**What you are asked to do**:
Transcribe all the entries that follow, leaving nothing out.

**Recorded data**:
══════

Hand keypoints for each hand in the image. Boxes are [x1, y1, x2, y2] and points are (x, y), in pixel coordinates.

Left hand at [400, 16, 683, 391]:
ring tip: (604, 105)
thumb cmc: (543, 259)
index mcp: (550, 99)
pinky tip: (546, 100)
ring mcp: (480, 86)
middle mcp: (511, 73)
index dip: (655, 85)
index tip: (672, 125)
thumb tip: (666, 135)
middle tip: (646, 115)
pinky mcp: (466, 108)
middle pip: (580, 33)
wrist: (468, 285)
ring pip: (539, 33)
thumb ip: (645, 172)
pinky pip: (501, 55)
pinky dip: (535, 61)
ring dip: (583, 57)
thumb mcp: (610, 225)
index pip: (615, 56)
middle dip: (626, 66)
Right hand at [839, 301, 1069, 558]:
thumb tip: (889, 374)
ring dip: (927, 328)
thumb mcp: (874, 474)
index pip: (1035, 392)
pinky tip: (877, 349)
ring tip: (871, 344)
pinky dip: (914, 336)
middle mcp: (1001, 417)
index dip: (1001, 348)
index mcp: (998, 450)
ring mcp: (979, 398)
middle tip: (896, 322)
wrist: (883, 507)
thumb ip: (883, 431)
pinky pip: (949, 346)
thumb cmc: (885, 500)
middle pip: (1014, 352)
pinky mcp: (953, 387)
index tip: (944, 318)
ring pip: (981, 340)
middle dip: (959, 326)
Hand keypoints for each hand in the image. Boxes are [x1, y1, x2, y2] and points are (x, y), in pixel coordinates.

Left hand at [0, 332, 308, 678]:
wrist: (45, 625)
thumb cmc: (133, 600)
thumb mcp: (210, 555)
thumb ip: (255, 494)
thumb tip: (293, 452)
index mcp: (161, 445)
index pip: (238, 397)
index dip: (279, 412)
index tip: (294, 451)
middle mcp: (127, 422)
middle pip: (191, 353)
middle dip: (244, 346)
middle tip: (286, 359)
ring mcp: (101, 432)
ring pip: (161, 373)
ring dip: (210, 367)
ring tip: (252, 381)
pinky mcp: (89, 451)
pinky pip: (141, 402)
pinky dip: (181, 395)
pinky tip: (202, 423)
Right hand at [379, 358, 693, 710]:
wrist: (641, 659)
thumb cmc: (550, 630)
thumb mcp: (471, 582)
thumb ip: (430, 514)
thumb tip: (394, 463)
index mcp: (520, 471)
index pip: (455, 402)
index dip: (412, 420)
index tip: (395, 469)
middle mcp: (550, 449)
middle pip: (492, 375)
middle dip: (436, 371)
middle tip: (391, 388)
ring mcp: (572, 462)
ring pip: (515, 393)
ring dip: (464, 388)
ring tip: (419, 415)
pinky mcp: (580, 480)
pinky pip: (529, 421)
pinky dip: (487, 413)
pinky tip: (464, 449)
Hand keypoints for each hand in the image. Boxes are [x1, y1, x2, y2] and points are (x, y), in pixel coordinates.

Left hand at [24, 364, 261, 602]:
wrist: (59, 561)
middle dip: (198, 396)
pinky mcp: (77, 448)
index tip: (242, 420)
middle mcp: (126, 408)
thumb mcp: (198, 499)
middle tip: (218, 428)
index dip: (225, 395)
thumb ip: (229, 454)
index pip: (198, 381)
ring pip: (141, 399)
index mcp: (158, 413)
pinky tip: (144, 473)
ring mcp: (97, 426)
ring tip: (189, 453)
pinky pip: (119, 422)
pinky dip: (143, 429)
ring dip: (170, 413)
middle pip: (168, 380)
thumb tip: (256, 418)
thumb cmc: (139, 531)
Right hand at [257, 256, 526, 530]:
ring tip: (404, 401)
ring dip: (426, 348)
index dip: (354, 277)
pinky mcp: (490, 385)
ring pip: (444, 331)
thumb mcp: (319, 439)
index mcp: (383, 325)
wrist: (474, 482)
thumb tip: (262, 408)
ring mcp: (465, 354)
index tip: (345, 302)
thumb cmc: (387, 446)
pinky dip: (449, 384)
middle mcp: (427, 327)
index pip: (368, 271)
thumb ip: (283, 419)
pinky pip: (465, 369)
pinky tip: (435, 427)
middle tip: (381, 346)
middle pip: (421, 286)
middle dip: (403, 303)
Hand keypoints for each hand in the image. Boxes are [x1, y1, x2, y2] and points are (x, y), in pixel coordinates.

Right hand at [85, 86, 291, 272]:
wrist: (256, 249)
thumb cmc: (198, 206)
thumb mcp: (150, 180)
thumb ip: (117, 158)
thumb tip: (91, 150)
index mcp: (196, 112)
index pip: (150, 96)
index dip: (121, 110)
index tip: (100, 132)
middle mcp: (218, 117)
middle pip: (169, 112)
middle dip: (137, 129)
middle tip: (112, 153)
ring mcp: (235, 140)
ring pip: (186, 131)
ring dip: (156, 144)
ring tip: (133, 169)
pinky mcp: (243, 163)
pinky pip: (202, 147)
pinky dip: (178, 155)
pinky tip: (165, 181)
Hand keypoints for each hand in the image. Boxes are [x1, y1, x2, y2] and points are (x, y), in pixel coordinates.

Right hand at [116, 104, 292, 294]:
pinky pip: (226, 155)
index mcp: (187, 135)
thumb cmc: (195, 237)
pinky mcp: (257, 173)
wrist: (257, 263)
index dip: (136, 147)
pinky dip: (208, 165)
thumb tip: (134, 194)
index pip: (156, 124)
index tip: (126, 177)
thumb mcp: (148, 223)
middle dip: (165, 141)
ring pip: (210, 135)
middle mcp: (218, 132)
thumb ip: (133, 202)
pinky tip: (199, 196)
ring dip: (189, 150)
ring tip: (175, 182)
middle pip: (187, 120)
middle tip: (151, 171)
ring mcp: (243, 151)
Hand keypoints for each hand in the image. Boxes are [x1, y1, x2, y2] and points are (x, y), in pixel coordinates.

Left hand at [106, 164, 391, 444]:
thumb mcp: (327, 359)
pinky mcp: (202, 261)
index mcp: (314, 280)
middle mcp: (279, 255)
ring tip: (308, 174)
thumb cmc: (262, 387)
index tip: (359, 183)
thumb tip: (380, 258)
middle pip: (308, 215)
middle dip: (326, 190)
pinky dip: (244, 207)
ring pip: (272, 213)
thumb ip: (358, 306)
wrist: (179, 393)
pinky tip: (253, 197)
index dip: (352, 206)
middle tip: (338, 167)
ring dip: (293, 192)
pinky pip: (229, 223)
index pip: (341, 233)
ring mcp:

══════

**Task response**:
Hand keypoints for each hand in the image. Boxes are [x1, y1, x2, y2] and points are (x, y), in pixel coordinates.

Left hand at [400, 16, 683, 391]:
ring tip: (604, 105)
thumb cmc: (543, 259)
index mcp: (550, 99)
pinky tip: (546, 100)
ring mcp: (480, 86)
middle mcp: (511, 73)
index dip: (655, 85)
index tip: (672, 125)
thumb tip: (666, 135)
middle tip: (646, 115)
pinky mcp: (466, 108)
middle pip: (580, 33)
wrist: (468, 285)
ring pip: (539, 33)
thumb ip: (645, 172)
pinky pip: (501, 55)
pinky dip: (535, 61)
ring dip: (583, 57)
thumb mcp: (610, 225)
index pip: (615, 56)
middle dip: (626, 66)
Right hand at [839, 301, 1069, 558]:
thumb tip: (889, 374)
ring dip: (927, 328)
thumb mcp: (874, 474)
index pip: (1035, 392)
pinky tip: (877, 349)
ring tip: (871, 344)
pinky dip: (914, 336)
middle mcp: (1001, 417)
index dip: (1001, 348)
index mcp: (998, 450)
ring mcp: (979, 398)
middle tip: (896, 322)
wrist: (883, 507)
thumb ip: (883, 431)
pinky pip: (949, 346)
thumb cmc: (885, 500)
middle pip: (1014, 352)
pinky mcp: (953, 387)
index tip: (944, 318)
ring pip: (981, 340)
middle dip: (959, 326)
Hand keypoints for each hand in the image. Boxes are [x1, y1, x2, y2] and points are (x, y), in pixel coordinates.

Left hand at [0, 332, 308, 678]:
wrist: (45, 625)
thumb cmc: (133, 600)
thumb mcp: (210, 555)
thumb ip: (255, 494)
thumb tip: (293, 452)
index mcp: (161, 445)
index pip: (238, 397)
index dip: (279, 412)
index tip: (294, 451)
middle mcp: (127, 422)
middle pip: (191, 353)
middle dip: (244, 346)
middle tip: (286, 359)
ring mcp: (101, 432)
ring pip: (161, 373)
ring dip: (210, 367)
ring tip: (252, 381)
pinky mcp: (89, 451)
pinky pip: (141, 402)
pinky dip: (181, 395)
pinky tip: (202, 423)
Right hand at [379, 358, 693, 710]:
wrist: (641, 659)
thumb cmc: (550, 630)
thumb mcp: (471, 582)
thumb ip: (430, 514)
thumb tip: (394, 463)
index mcp: (520, 471)
index pip: (455, 402)
index dip: (412, 420)
index tip: (395, 469)
middle mcp: (550, 449)
middle pip: (492, 375)
middle dip: (436, 371)
middle tip: (391, 388)
ring mcp: (572, 462)
ring pip: (515, 393)
ring dip: (464, 388)
ring tip: (419, 415)
pinky mcp: (580, 480)
pinky pip: (529, 421)
pinky dip: (487, 413)
pinky tip: (464, 449)
Hand keypoints for each hand in the image. Boxes are [x1, y1, x2, y2] and points are (x, y), in pixel coordinates.

Left hand at [24, 364, 261, 602]:
wrist: (59, 561)
middle dip: (198, 396)
pinky mcp: (77, 448)
index tip: (242, 420)
middle mcp: (126, 408)
thumb mcp: (198, 499)
middle tip: (218, 428)
index dip: (225, 395)
thumb ip: (229, 454)
index pip: (198, 381)
ring pip: (141, 399)
index mcp: (158, 413)
pinky tip: (144, 473)
ring mcp: (97, 426)
ring tip: (189, 453)
pinky pip: (119, 422)
pinky dip: (143, 429)
ring dip: (170, 413)
middle pip: (168, 380)
thumb tip: (256, 418)
thumb cmc: (139, 531)
Right hand at [257, 256, 526, 530]:
ring tip: (404, 401)
ring dip: (426, 348)
index dip: (354, 277)
pinky mcp: (490, 385)
ring pip: (444, 331)
thumb mcp: (319, 439)
index mcp: (383, 325)
wrist: (474, 482)
thumb tip: (262, 408)
ring mcp: (465, 354)
index tip: (345, 302)
thumb cmc: (387, 446)
pinky dip: (449, 384)
middle mcp: (427, 327)
index pip: (368, 271)
thumb ip: (283, 419)
pinky pip: (465, 369)
pinky tip: (435, 427)
middle tip: (381, 346)
middle pip: (421, 286)
middle dip: (403, 303)
Hand keypoints for each hand in the image. Boxes are [x1, y1, x2, y2] and points are (x, y), in pixel coordinates.

Right hand at [85, 86, 291, 272]:
wrist: (256, 249)
thumb cmc: (198, 206)
thumb mcp: (150, 180)
thumb ip: (117, 158)
thumb tip: (91, 150)
index mcp: (196, 112)
index pip: (150, 96)
index dip: (121, 110)
index tip: (100, 132)
middle mcp: (218, 117)
middle pip: (169, 112)
middle dip: (137, 129)
middle tip: (112, 153)
ring mcp: (235, 140)
ring pip: (186, 131)
ring dip: (156, 144)
ring tip: (133, 169)
pinky mcp: (243, 163)
pinky pip: (202, 147)
pinky dip: (178, 155)
pinky tip: (165, 181)
Hand keypoints for each hand in the image. Boxes are [x1, y1, x2, y2] and points are (x, y), in pixel coordinates.

Right hand at [116, 104, 292, 294]:
pinky pip: (226, 155)
index mcp: (187, 135)
thumb cmc: (195, 237)
pinky mcp: (257, 173)
wrist: (257, 263)
index dip: (136, 147)
pinky dip: (208, 165)
thumb tip: (134, 194)
index pip: (156, 124)
index tip: (126, 177)
thumb mcp: (148, 223)
middle dip: (165, 141)
ring pip: (210, 135)
middle mcp: (218, 132)
thumb ip: (133, 202)
pinky tip: (199, 196)
ring dip: (189, 150)
ring tip: (175, 182)
middle pip: (187, 120)
middle tip: (151, 171)
ring mcp: (243, 151)
Hand keypoints for each hand in the image. Boxes are [x1, y1, x2, y2] and points are (x, y), in pixel coordinates.

Left hand at [106, 164, 391, 444]:
thumb mcp: (327, 359)
pinky mcp: (202, 261)
index mcp: (314, 280)
middle mcp: (279, 255)
ring tip: (308, 174)
thumb cmc: (262, 387)
index tip: (359, 183)
thumb tip: (380, 258)
middle pip: (308, 215)
middle dip: (326, 190)
pinky dip: (244, 207)
ring pip: (272, 213)
thumb ip: (358, 306)
wrist: (179, 393)
pinky tip: (253, 197)
index dip: (352, 206)
middle tip: (338, 167)
ring dip: (293, 192)
pinky pip: (229, 223)
index pip: (341, 233)
ring mcp:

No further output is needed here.